This role sits at the intersection of clinical coding operations, client management, and revenue cycle optimization, with responsibility for ensuring seamless integration of coding processes across healthcare clients. You will lead initiatives that improve coding accuracy, streamline onboarding, and strengthen collaboration between internal teams and client stakeholders. The position plays a key role in shaping operational strategy while ensuring high-quality service delivery across complex healthcare environments. You will act as both a hands-on operational leader and a trusted advisor to clients, helping translate coding policies into effective workflows and actionable improvements. This is a highly collaborative role requiring strong communication, leadership, and problem-solving skills in a fast-paced healthcare services setting. You will also contribute to training, education, and continuous improvement efforts that elevate coding performance and client satisfaction.

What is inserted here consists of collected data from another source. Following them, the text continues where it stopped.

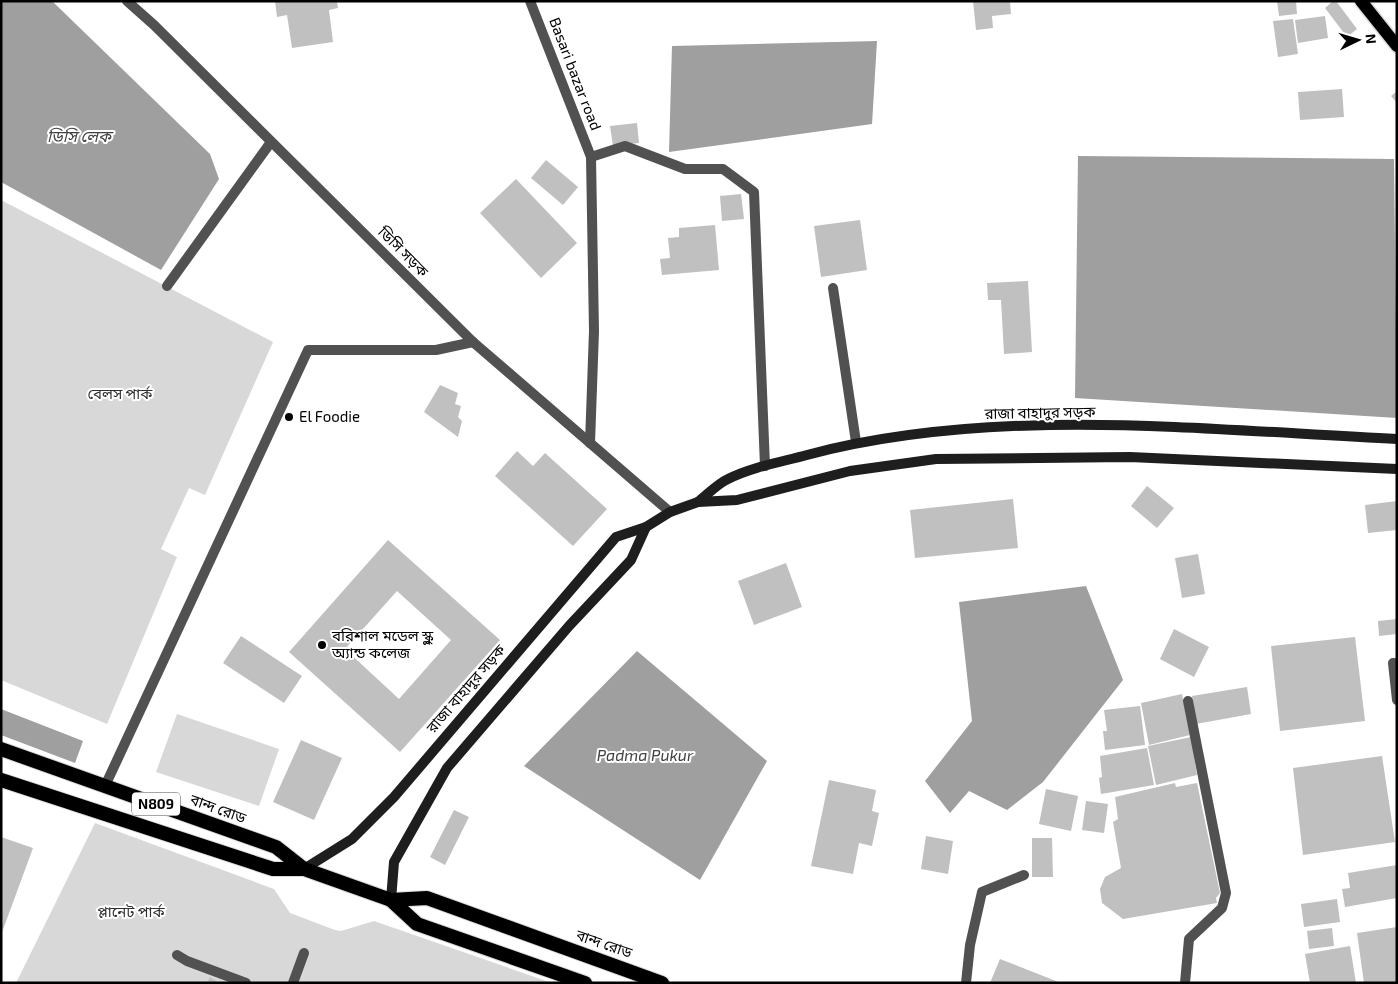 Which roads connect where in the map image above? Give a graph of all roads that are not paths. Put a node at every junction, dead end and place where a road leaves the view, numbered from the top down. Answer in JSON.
{"nodes":[{"id":1,"x":127,"y":1,"type":"edge"},
{"id":2,"x":530,"y":1,"type":"edge"},
{"id":3,"x":1361,"y":1,"type":"edge"},
{"id":4,"x":1397,"y":46,"type":"edge"},
{"id":5,"x":271,"y":142,"type":"junction"},
{"id":6,"x":591,"y":157,"type":"junction"},
{"id":7,"x":167,"y":286,"type":"dead end"},
{"id":8,"x":833,"y":288,"type":"dead end"},
{"id":9,"x":473,"y":342,"type":"junction"},
{"id":10,"x":1397,"y":439,"type":"edge"},
{"id":11,"x":856,"y":442,"type":"junction"},
{"id":12,"x":590,"y":443,"type":"junction"},
{"id":13,"x":765,"y":466,"type":"junction"},
{"id":14,"x":1397,"y":469,"type":"edge"},
{"id":15,"x":698,"y":502,"type":"junction"},
{"id":16,"x":670,"y":512,"type":"junction"},
{"id":17,"x":646,"y":527,"type":"junction"},
{"id":18,"x":1397,"y":663,"type":"edge"},
{"id":19,"x":1397,"y":700,"type":"edge"},
{"id":20,"x":1188,"y":701,"type":"dead end"},
{"id":21,"x":1,"y":749,"type":"edge"},
{"id":22,"x":1,"y":780,"type":"edge"},
{"id":23,"x":105,"y":786,"type":"junction"},
{"id":24,"x":304,"y":869,"type":"junction"},
{"id":25,"x":1024,"y":875,"type":"dead end"},
{"id":26,"x":391,"y":900,"type":"junction"},
{"id":27,"x":304,"y":953,"type":"dead end"},
{"id":28,"x":177,"y":954,"type":"dead end"},
{"id":29,"x":246,"y":983,"type":"edge"},
{"id":30,"x":293,"y":983,"type":"edge"},
{"id":31,"x":585,"y":983,"type":"edge"},
{"id":32,"x":662,"y":983,"type":"edge"},
{"id":33,"x":966,"y":983,"type":"edge"},
{"id":34,"x":1185,"y":983,"type":"edge"}],
"edges":[{"from":1,"to":5,"type":"street","name":"ডিসি সড়ক"},
{"from":2,"to":6,"type":"street","name":"Basari bazar road"},
{"from":3,"to":4,"type":"main road"},
{"from":5,"to":7,"type":"street"},
{"from":5,"to":9,"type":"street","name":"ডিসি সড়ক"},
{"from":6,"to":12,"type":"street"},
{"from":6,"to":13,"type":"street"},
{"from":8,"to":11,"type":"street"},
{"from":9,"to":12,"type":"street","name":"ডিসি সড়ক"},
{"from":9,"to":23,"type":"street"},
{"from":10,"to":11,"type":"main road","name":"রাজা বাহাদুর সড়ক"},
{"from":11,"to":13,"type":"main road","name":"রাজা বাহাদুর সড়ক"},
{"from":12,"to":16,"type":"street","name":"ডিসি সড়ক"},
{"from":13,"to":15,"type":"main road","name":"রাজা বাহাদুর সড়ক"},
{"from":14,"to":15,"type":"main road","name":"রাজা বাহাদুর সড়ক"},
{"from":15,"to":16,"type":"main road","name":"রাজা বাহাদুর সড়ক"},
{"from":16,"to":17,"type":"main road","name":"রাজা বাহাদুর সড়ক"},
{"from":17,"to":24,"type":"main road","name":"রাজা বাহাদুর সড়ক"},
{"from":17,"to":26,"type":"main road"},
{"from":18,"to":19,"type":"street"},
{"from":20,"to":34,"type":"street"},
{"from":21,"to":23,"type":"highway","name":"বান্দ রোড","number":"N809"},
{"from":22,"to":24,"type":"highway","name":"বান্দ রোড","number":"N809"},
{"from":23,"to":24,"type":"highway","name":"বান্দ রোড","number":"N809"},
{"from":24,"to":26,"type":"highway","name":"বান্দ রোড","number":"N809"},
{"from":25,"to":33,"type":"street"},
{"from":26,"to":31,"type":"highway","name":"বান্দ রোড","number":"N809"},
{"from":26,"to":32,"type":"highway","name":"বান্দ রোড","number":"N809"},
{"from":27,"to":30,"type":"street"},
{"from":28,"to":29,"type":"street"}]} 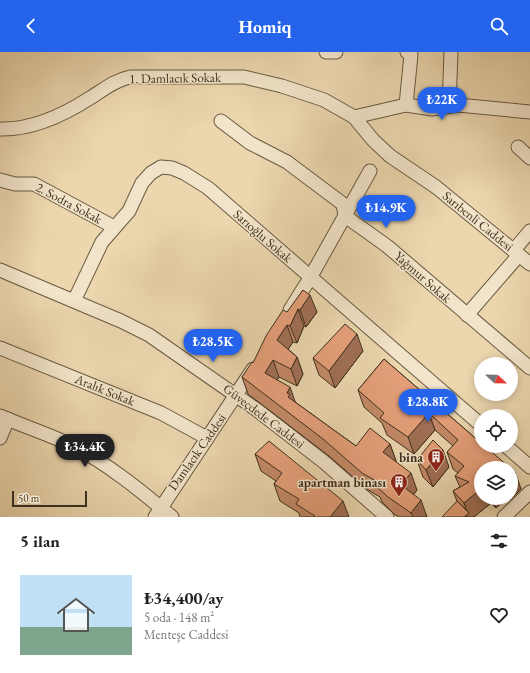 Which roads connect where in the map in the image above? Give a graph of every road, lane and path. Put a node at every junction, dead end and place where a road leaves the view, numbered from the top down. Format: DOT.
graph roads {
  1 [pos="326,52"];
  2 [pos="336,52"];
  3 [pos="407,52"];
  4 [pos="451,52"];
  5 [pos="406,105"];
  6 [pos="449,106"];
  7 [pos="530,112"];
  8 [pos="354,117"];
  9 [pos="221,121"];
  10 [pos="0,129"];
  11 [pos="518,147"];
  12 [pos="530,158"];
  13 [pos="370,171"];
  14 [pos="0,180"];
  15 [pos="345,216"];
  16 [pos="114,227"];
  17 [pos="530,231"];
  18 [pos="516,252"];
  19 [pos="530,264"];
  20 [pos="0,270"];
  21 [pos="310,278"];
  22 [pos="74,301"];
  23 [pos="468,315"];
  24 [pos="283,321"];
  25 [pos="0,348"];
  26 [pos="260,358"];
  27 [pos="530,368"];
  28 [pos="237,395"];
  29 [pos="4,418"];
  30 [pos="474,419"];
  31 [pos="0,438"];
  32 [pos="207,438"];
  33 [pos="514,453"];
  34 [pos="530,467"];
  35 [pos="530,492"];
  36 [pos="157,512"];
  37 [pos="172,517"];
  38 [pos="387,517"];
  39 [pos="504,517"];
  1 -- 2 [label="street"];
  3 -- 5 [label="street"];
  4 -- 6 [label="street"];
  5 -- 6 [label="street"];
  5 -- 8 [label="street"];
  6 -- 7 [label="street"];
  8 -- 10 [label="street, 1. Damlacık Sokak"];
  8 -- 18 [label="street, Sarıbenli Caddesi"];
  9 -- 15 [label="street, Yağmur Sokak"];
  11 -- 12 [label="street"];
  13 -- 15 [label="street"];
  14 -- 16 [label="street, 2. Sodra Sokak"];
  15 -- 21 [label="street"];
  15 -- 23 [label="street, Yağmur Sokak"];
  16 -- 21 [label="street, Sarıoğlu Sokak"];
  16 -- 22 [label="street, Sarıoğlu Sokak"];
  17 -- 18 [label="street"];
  18 -- 19 [label="street, Sarıbenli Caddesi"];
  18 -- 23 [label="street"];
  20 -- 22 [label="street, Güveçdede Caddesi"];
  21 -- 24 [label="street"];
  21 -- 30 [label="street, Sarıoğlu Sokak"];
  22 -- 28 [label="street, Güveçdede Caddesi"];
  23 -- 27 [label="street, Yağmur Sokak"];
  25 -- 32 [label="street, Aralık Sokak"];
  26 -- 28 [label="street, Damlacık Caddesi"];
  28 -- 32 [label="street, Damlacık Caddesi"];
  28 -- 38 [label="street, Güveçdede Caddesi"];
  29 -- 31 [label="street"];
  29 -- 36 [label="street"];
  32 -- 36 [label="street, Damlacık Caddesi"];
  33 -- 34 [label="street"];
  35 -- 39 [label="street"];
  36 -- 37 [label="street"];
} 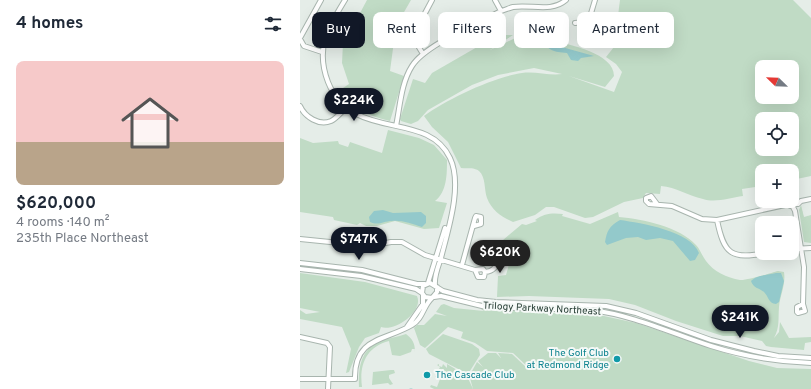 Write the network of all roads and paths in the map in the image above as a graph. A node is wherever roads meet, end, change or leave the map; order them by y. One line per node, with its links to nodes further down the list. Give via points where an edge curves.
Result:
1 (321, 0): 9 (street)
2 (345, 0): 10 (street, via 325,36)
3 (432, 0): 11 (street, via 414,37)
4 (495, 0): 7 (street)
5 (566, 0): 7 (street, via 548,8 513,7)
6 (595, 0): 8 (street)
7 (501, 11): 11 (street)
8 (591, 12)
9 (300, 38): 10 (street, via 304,46)
10 (322, 52): 13 (street, via 323,67 329,84)
11 (423, 54): 14 (street, via 407,78)
12 (300, 106): 13 (street, via 310,118 320,122 330,121)
13 (346, 108): 14 (street, via 362,118)
14 (396, 126): 27 (street, via 426,135 440,144 455,174 456,188)
15 (811, 199): 16 (street)
16 (799, 203)
17 (657, 204): 20 (street, via 678,208 702,219)
18 (773, 208): 20 (street)
19 (794, 209): 24 (street)
20 (717, 220): 26 (street, via 721,241 728,250 740,256)
21 (474, 226): 30 (street)
22 (300, 239): 27 (street, via 370,246 402,242 419,252)
23 (799, 248): 24 (street)
24 (802, 248): 25 (street); 38 (street)
25 (811, 248)
26 (755, 255)
27 (438, 258): 30 (street); 34 (street); 35 (street)
28 (499, 259): 33 (street, via 496,268)
29 (300, 263): 34 (street, via 362,270 417,284)
30 (462, 265): 32 (street)
31 (300, 269): 36 (street, via 361,276 416,289)
32 (475, 270): 33 (street); 33 (street, via 480,278)
33 (485, 272)
34 (426, 283): 35 (street); 36 (street, via 422,288)
35 (436, 286): 37 (street, via 437,292); 41 (street, Trilogy Parkway Northeast, via 459,296 496,302 606,306 754,351 778,356)
36 (423, 294): 37 (street, via 428,298); 39 (street, via 423,304)
37 (433, 297): 39 (street, via 421,317); 42 (street, Trilogy Parkway Northeast, via 441,296 486,307 607,312 631,317 714,347 773,360)
38 (803, 304)
39 (407, 327): 44 (street, via 377,338 369,344 361,352 355,379)
40 (300, 337): 44 (street, via 327,343 330,352)
41 (811, 358)
42 (811, 363)
43 (300, 379): 44 (street)
44 (328, 379): 45 (street)
45 (328, 389) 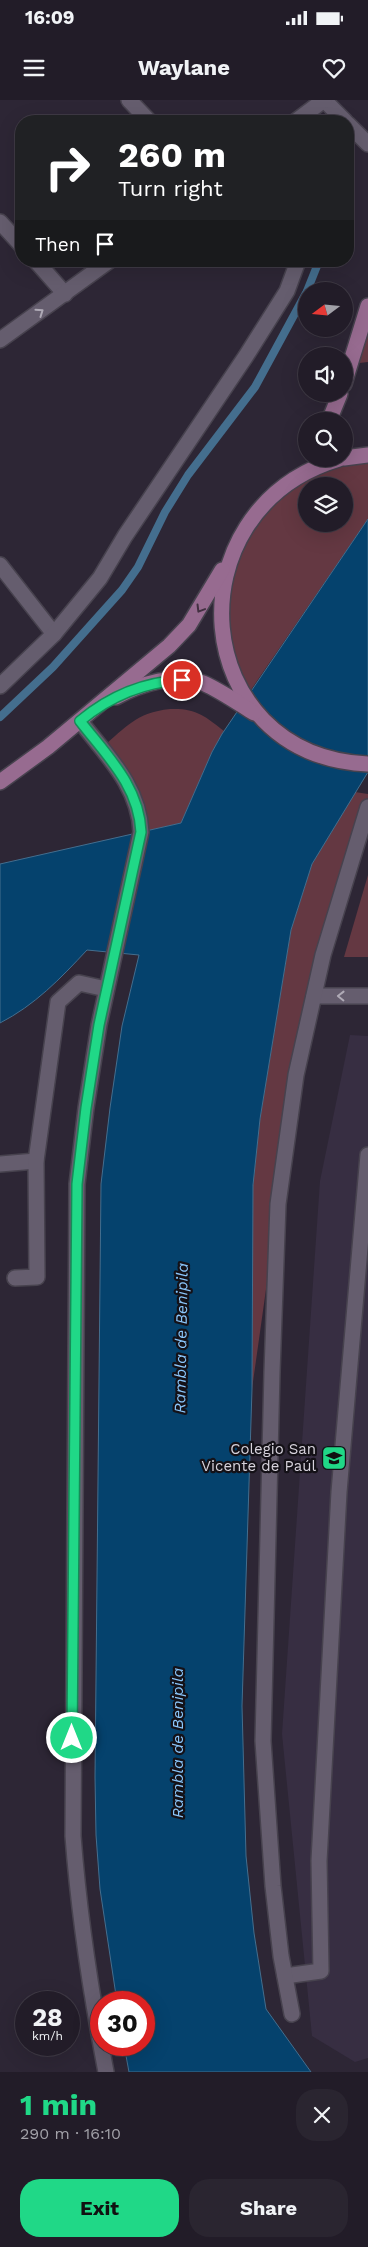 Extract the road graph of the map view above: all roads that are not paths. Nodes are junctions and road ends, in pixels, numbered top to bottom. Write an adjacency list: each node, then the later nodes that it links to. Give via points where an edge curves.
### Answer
1 (128, 100): 3 (street)
2 (324, 100): 4 (street); 5 (street)
3 (143, 115)
4 (304, 115)
5 (339, 115)
6 (354, 130): 7 (street)
7 (368, 144)
8 (0, 222): 9 (street)
9 (15, 238)
10 (41, 267): 13 (street)
11 (101, 267): 13 (street)
12 (296, 267): 24 (street, via 287,291 100,578)
13 (66, 294): 15 (street, one-way to 13)
14 (368, 306): 16 (main road)
15 (0, 340)
16 (353, 355)
17 (368, 455): 18 (main road)
18 (353, 457)
19 (305, 467): 21 (main road)
20 (318, 467): 21 (main road)
21 (296, 478): 22 (main road, via 259,511)
22 (233, 552): 26 (main road, via 221,600 222,634 230,667); 27 (main road, one-way to 27, via 196,616 180,636)
23 (0, 565): 24 (street)
24 (54, 634): 25 (street)
25 (0, 686)
26 (244, 701): 27 (main road, via 202,682 182,680 136,688); 28 (main road, via 288,739 314,753 344,762)
27 (84, 718): 29 (main road); 31 (street, via 131,790 138,805 141,832)
28 (368, 764)
29 (0, 782)
30 (368, 806): 32 (street, via 323,955)
31 (106, 989): 35 (street, via 79,983 58,1002); 40 (street, via 77,1184 72,1777 77,1895)
32 (314, 996): 33 (street, one-way to 32); 38 (street, via 296,1075 278,1204 272,1372 263,1741 273,1886)
33 (368, 996)
34 (368, 1155): 38 (street, via 339,1492 319,1861 321,1971)
35 (36, 1161): 36 (street); 37 (street, via 37,1277)
36 (0, 1164)
37 (15, 1278)
38 (285, 1976): 39 (street)
39 (292, 2014)
40 (106, 2072)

- Lead client coding integration activities, including onboarding, workflow alignment, and ongoing operational support for healthcare clients.
- Set clear objectives and performance expectations for coding operations to ensure consistency, quality, and operational excellence.
- Collaborate with client leadership, physicians, and internal teams to ensure accurate coding practices and transparent communication.
- Oversee resolution of client issues, ensuring timely escalation and effective problem-solving across coding operations.
- Develop and deliver training programs, educational materials, and presentations for coders, physicians, and stakeholders.
- Support the evolution of coding strategies, processes, and service models in alignment with organizational goals.
- Monitor operational performance and contribute to process improvement initiatives that enhance efficiency and accuracy.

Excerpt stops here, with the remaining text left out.